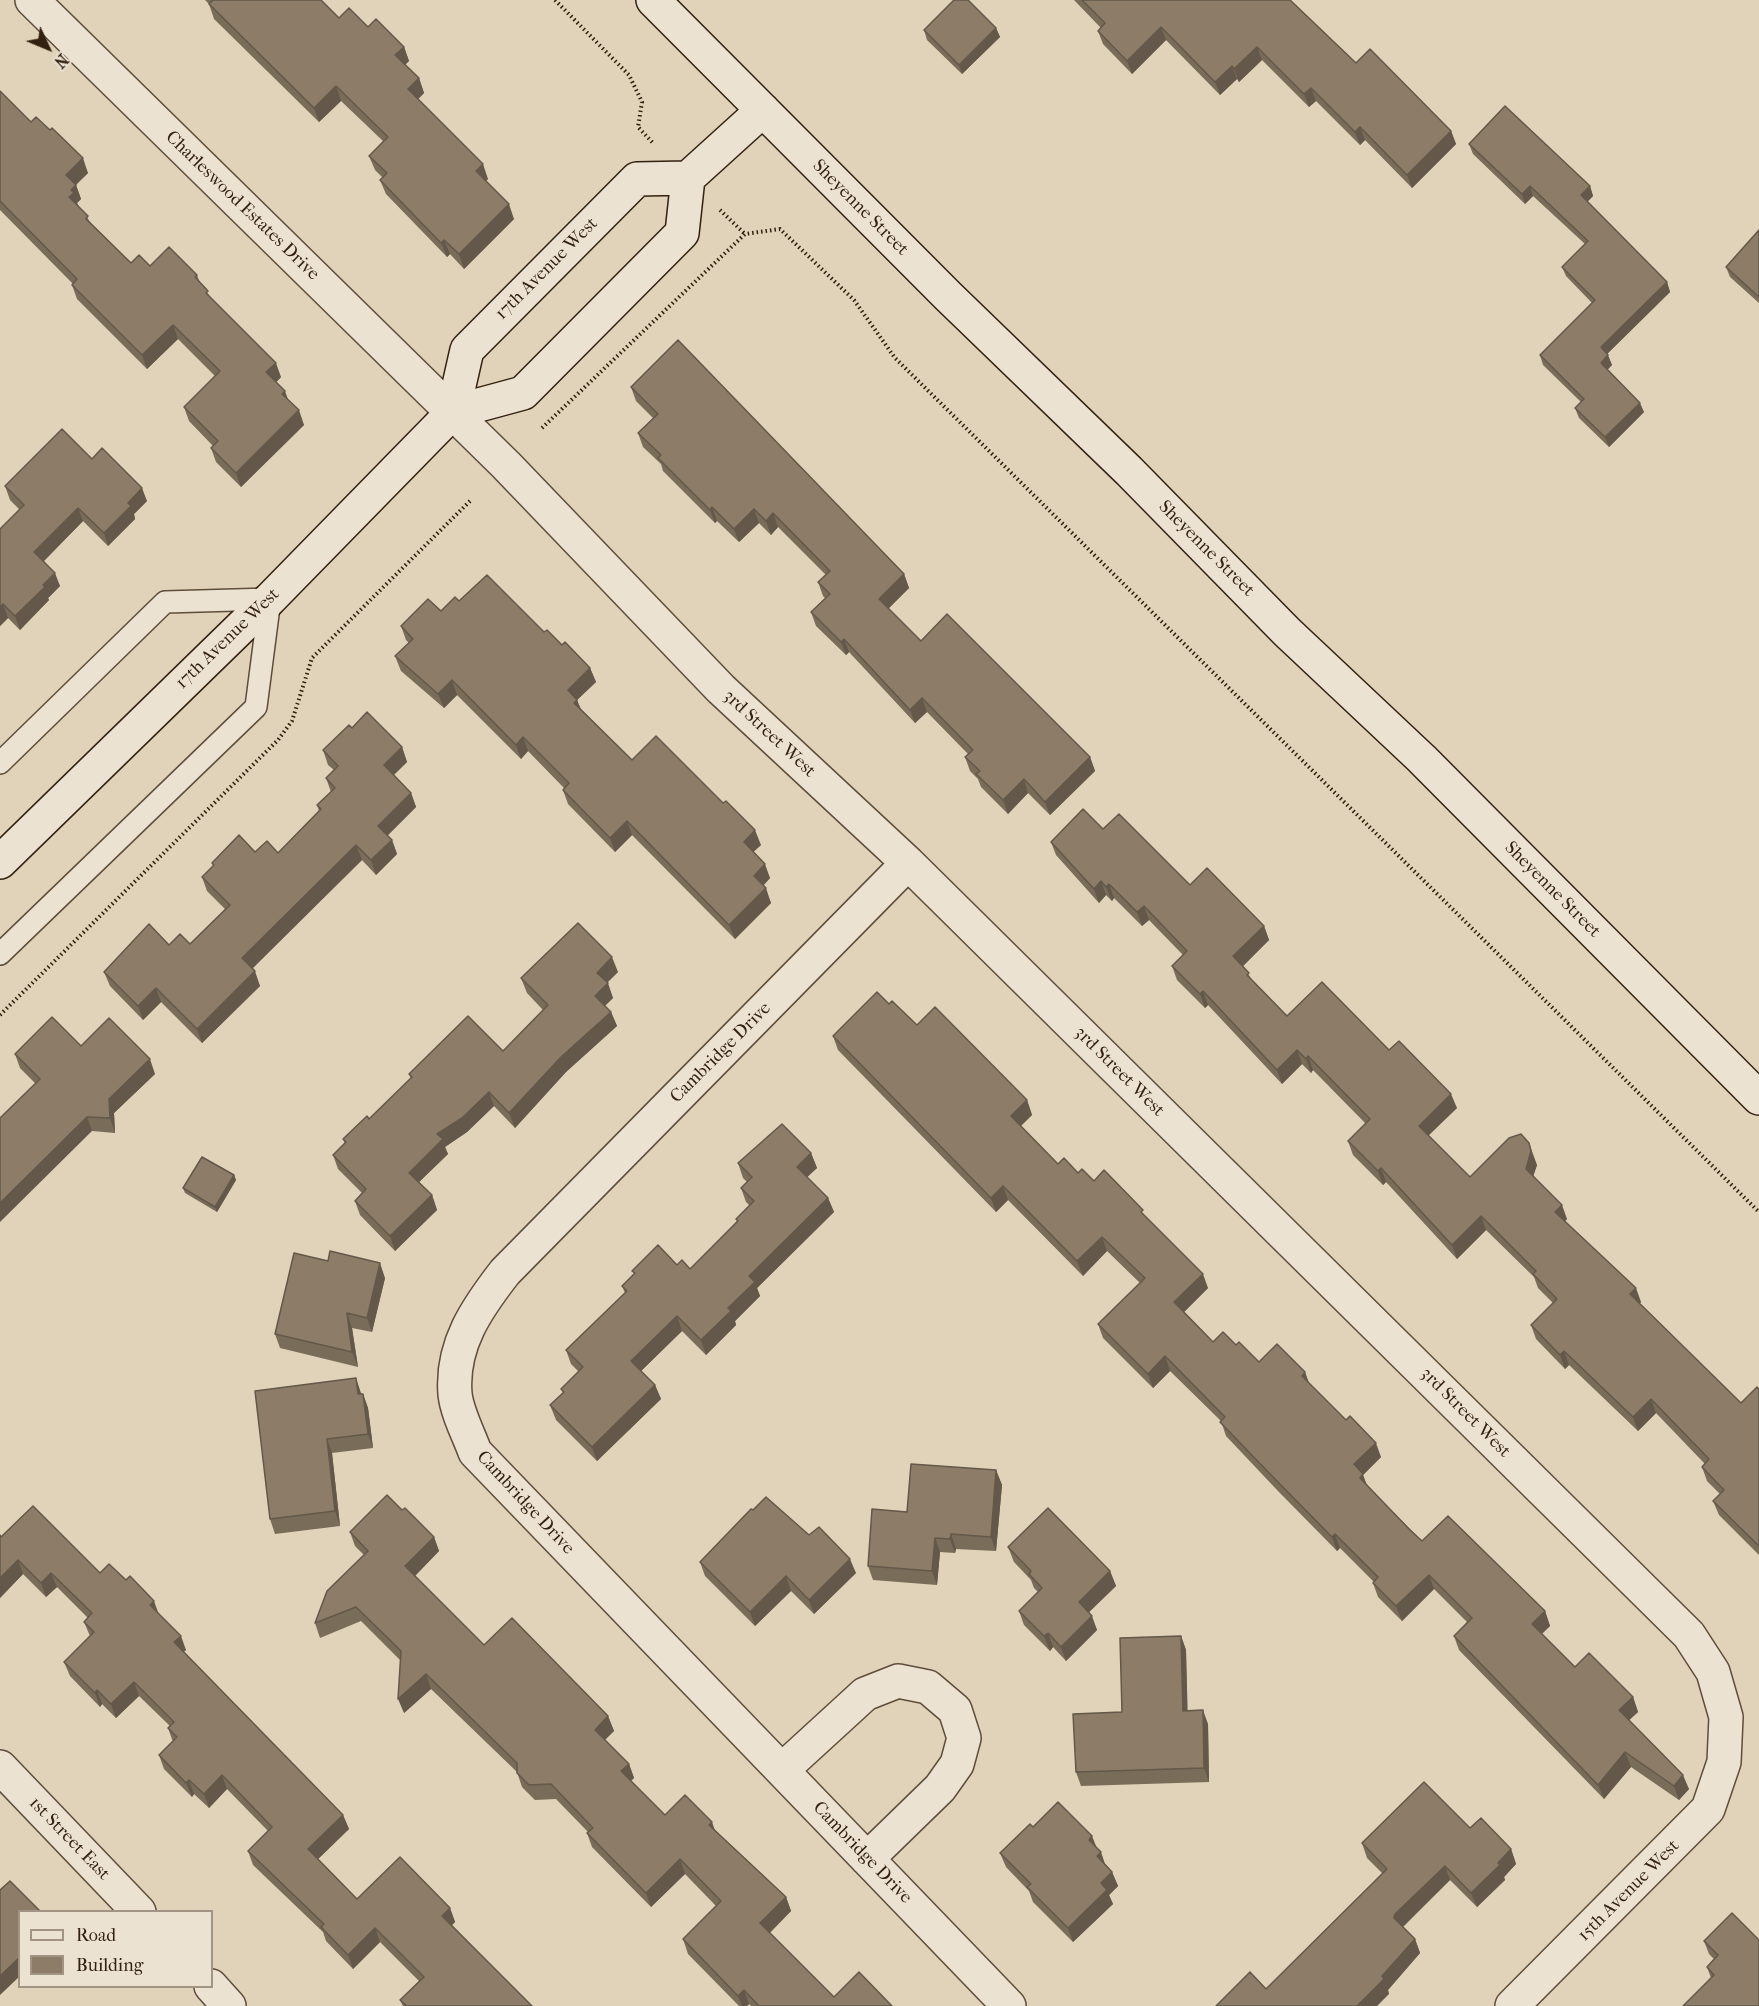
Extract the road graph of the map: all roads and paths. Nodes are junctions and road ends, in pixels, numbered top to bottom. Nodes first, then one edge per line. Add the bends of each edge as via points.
1 (32, 0) edge
2 (555, 0) edge
3 (653, 0) edge
4 (763, 110) junction
5 (638, 127) dead end
6 (688, 178) junction
7 (453, 412) junction
8 (542, 428) dead end
9 (270, 599) junction
10 (0, 763) edge
11 (0, 862) edge
12 (908, 863) junction
13 (0, 954) edge
14 (1759, 1098) edge
15 (1759, 1212) edge
16 (1724, 1762) joint
17 (0, 1767) edge
18 (782, 1770) junction
19 (867, 1859) junction
20 (138, 1910) edge
21 (213, 1988) edge
22 (229, 2006) edge
23 (1009, 2006) edge
24 (1512, 2006) edge

1 - 7 street, Charleswood Estates Drive
2 - 5 path via 629,75 642,102
3 - 4 street, Sheyenne Street
4 - 6 street
4 - 14 street, Sheyenne Street via 1287,632 1422,759
6 - 7 street via 682,233 522,393
6 - 7 street, 17th Avenue West via 638,179 629,187 467,350
7 - 9 street, 17th Avenue West
7 - 12 street, 3rd Street West via 721,689
8 - 15 path via 745,234 780,229 854,300 895,358
9 - 10 lane via 165,602
9 - 11 street, 17th Avenue West
9 - 13 lane via 256,707
12 - 16 street, 3rd Street West via 1689,1635 1713,1672 1726,1717
12 - 18 street, Cambridge Drive via 506,1272 474,1312 458,1352 455,1395 475,1452
16 - 24 street, 15th Avenue West via 1708,1809
17 - 20 street, 1st Street East
18 - 19 street, Cambridge Drive
18 - 19 street via 865,1694 898,1681 928,1687 954,1710 964,1737 957,1764 940,1788
19 - 23 street, Cambridge Drive
21 - 22 street

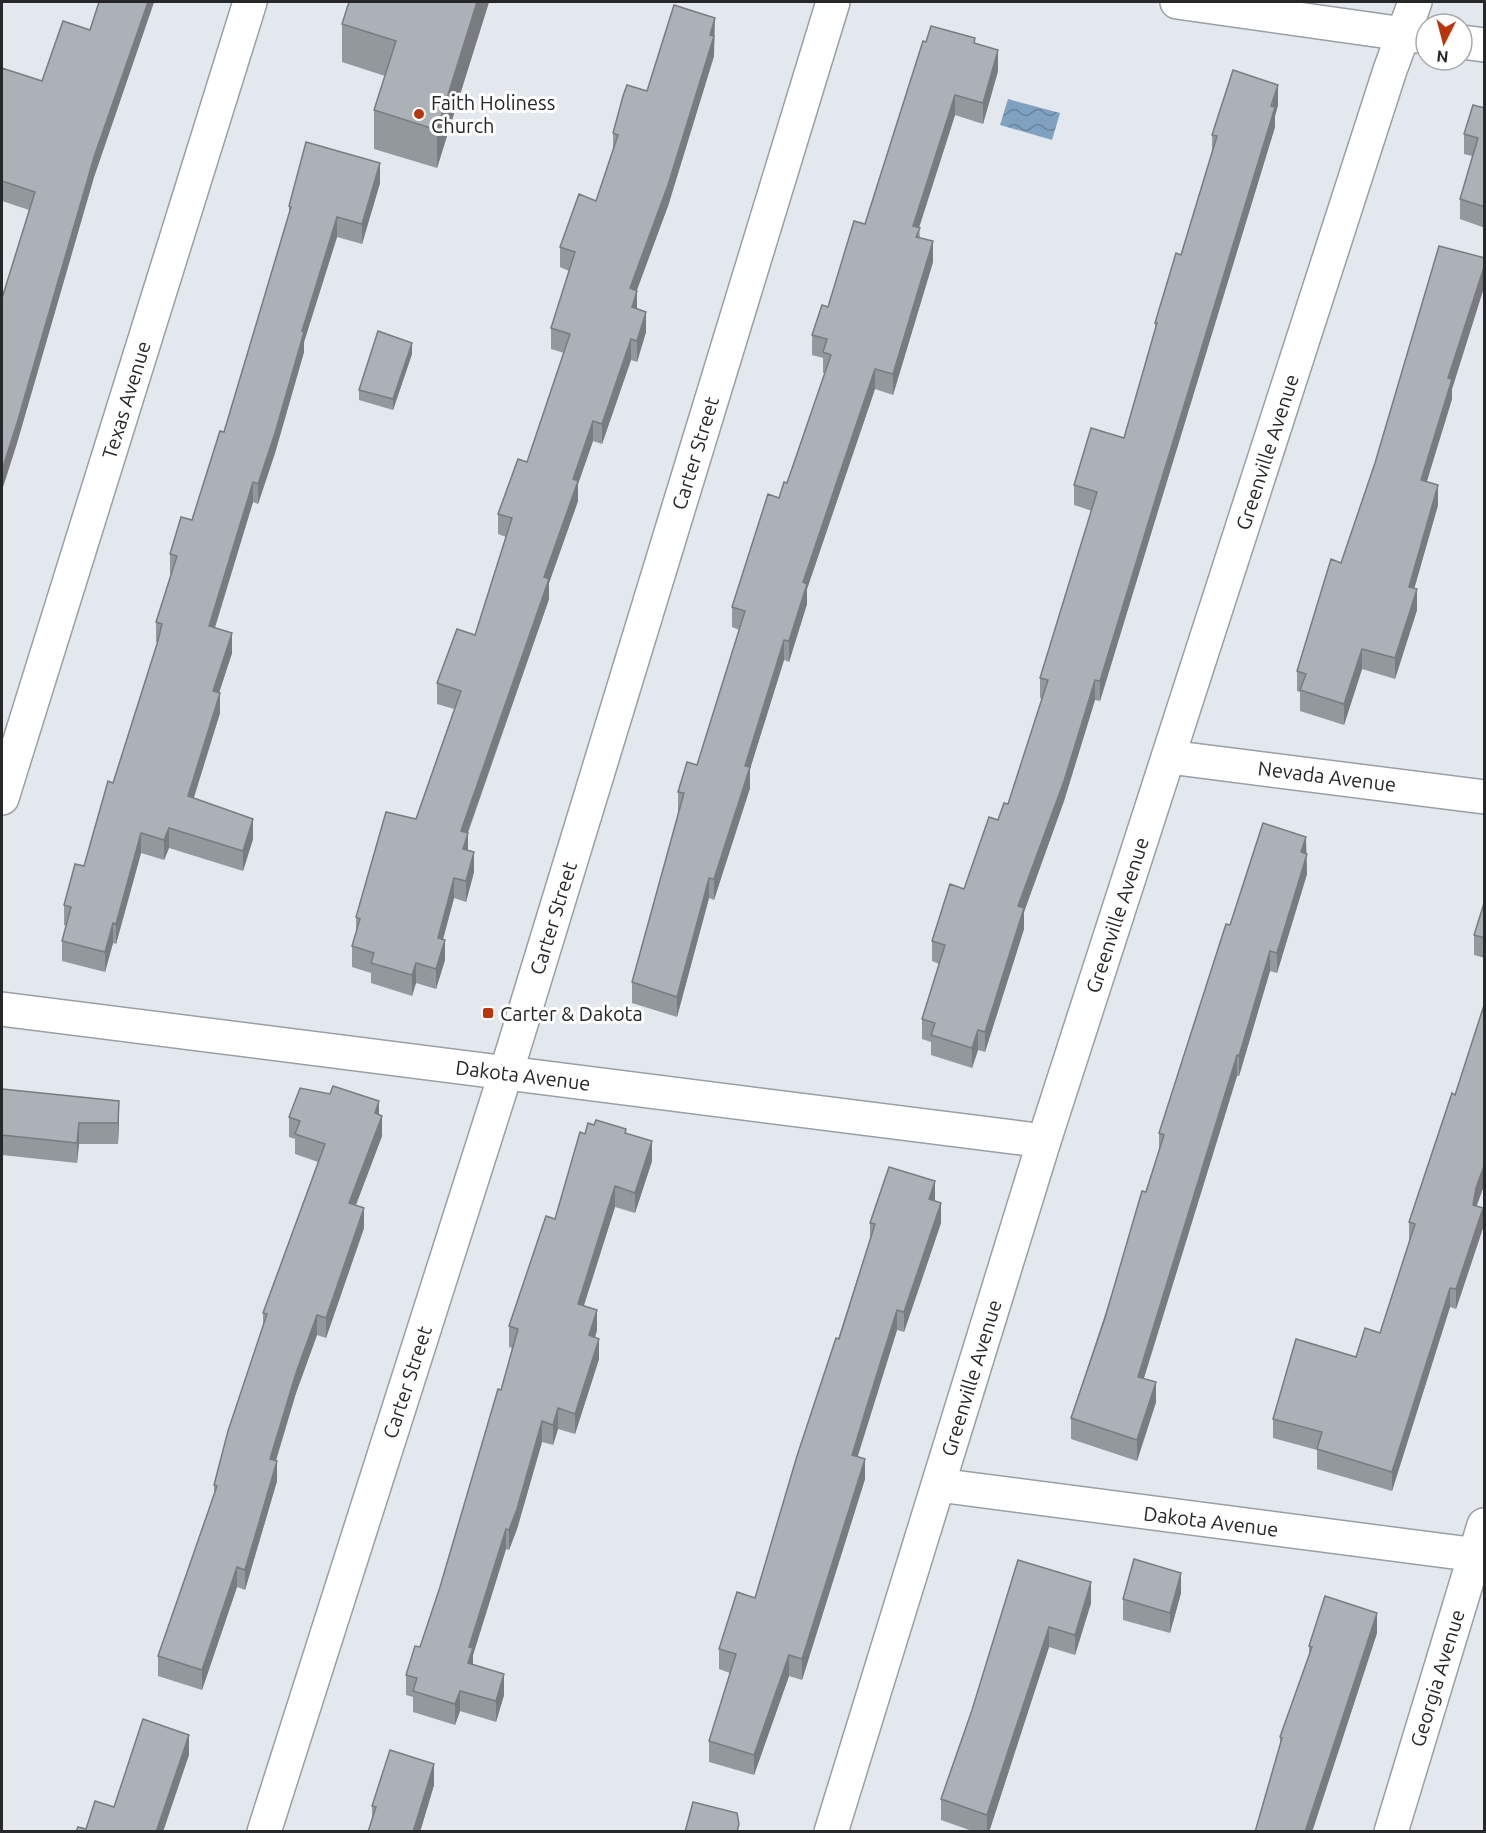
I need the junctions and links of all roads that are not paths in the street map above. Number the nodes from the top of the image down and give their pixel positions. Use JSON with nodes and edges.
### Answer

****

* _Task item_: Retype, exactly as shown, the lines from the one with "I need the junctions" through the end of the records.

* _Answer below_:
I need the junctions and links of all roads that are not paths in the street map above. Number the nodes from the top of the image down and give their pixel positions. Use JSON with nodes and edges.
### Answer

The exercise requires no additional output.